Работники только в затылке у себя скребли. Избави бог хозяину молодому в руки попасться. Эх! И в огне не горит. Нечистый и то от его отступился. Видно, так с им и век вековать. Афонька старого-то обличил, а на молодом тоже зубы сломал. Про Афоньку больше и не слышно было. Попросил было он вольную у Данилы, но Данила сказал, что вольную он ему не даст, а отошлет на Пермь с Федькой. Афонька заговорил было, что государю жалобу напишет, но Данила сказал, что сам же Афонька при народе в убойстве смертном повинился, а иного убойцы нет. Может, он на батюшку и поклеп взвел. Послухов тому делу не было. Так пусть Афонька памятует: чуть что, поглядит Данила, крепко ль у него, у Афоньки, голова на плечах приделана. Не попортила ль колодка шеи. Афонька и язык проглотил. Уехал с Федькой на Пермь, недели не прошло с пожара. Данила торопился. Дел у него по горло подошло. Сам про Пермь и думать не мог. Где ж? Тут полны руки хлопот. Хотел было Анну Ефимовну туда отправить. Что тут-то на пожарище сидеть да слезы лить? А в промысле все же малость понимала она. И ей даже сказал было. Да она поглядела лишь на него и говорить не стала.

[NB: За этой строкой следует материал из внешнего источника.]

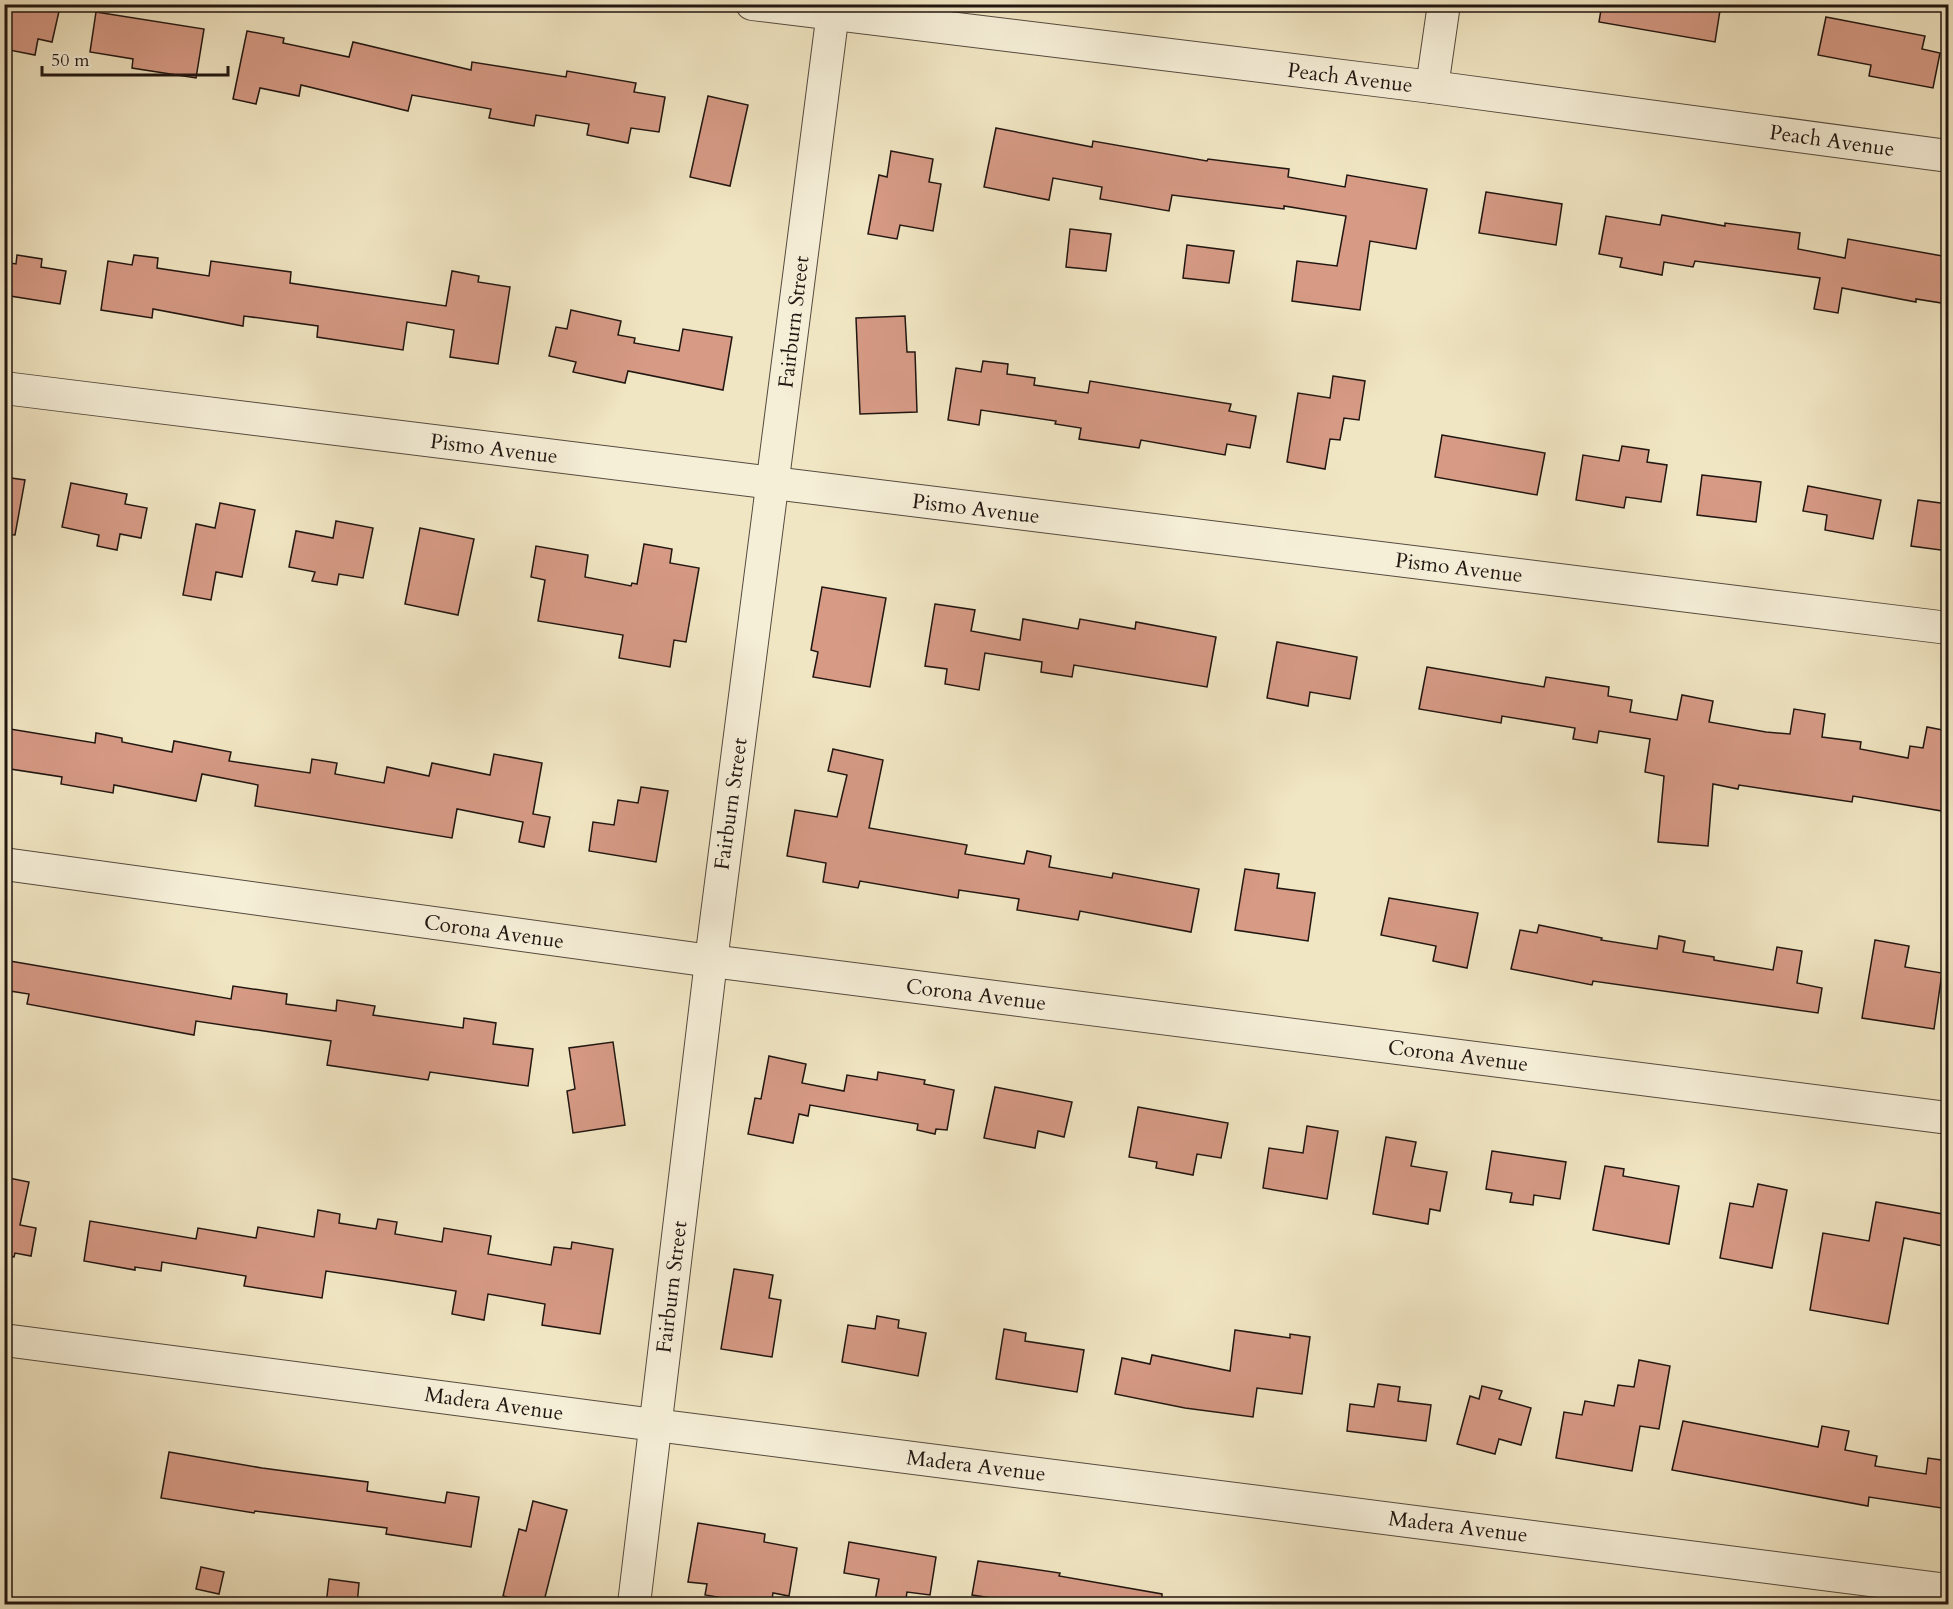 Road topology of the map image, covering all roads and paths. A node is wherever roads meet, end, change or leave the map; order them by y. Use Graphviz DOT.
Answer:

«Разбери, поди, тех баб, думал Данила с досадой, – то за промыслом лишь и скучала, а как ее полной хозяйкой делают, так и слухать не хочет. Ну, коли так, пускай в монастырь идет, батькин грех замаливает».
Сперва было Марица Михайловна обижалась сильно, что Анна ей дорогу перебежала, прежде ее в обитель собралась, да Феония ее уговорила. Как же Даниле Иванычу одному без бабки на свете прожить? Молодешенек, обидят. К тому же и Фомушка проговорил: «Ворона с дому летит, а курочка на яичках сидит». Ворона, ведомо, Анна, в черном убрусе, а уж курочка на тот раз выходит Марица Михайловна, – сидит на яичках, добро берегет. Против того и Марице Михайловне сказать было нечего.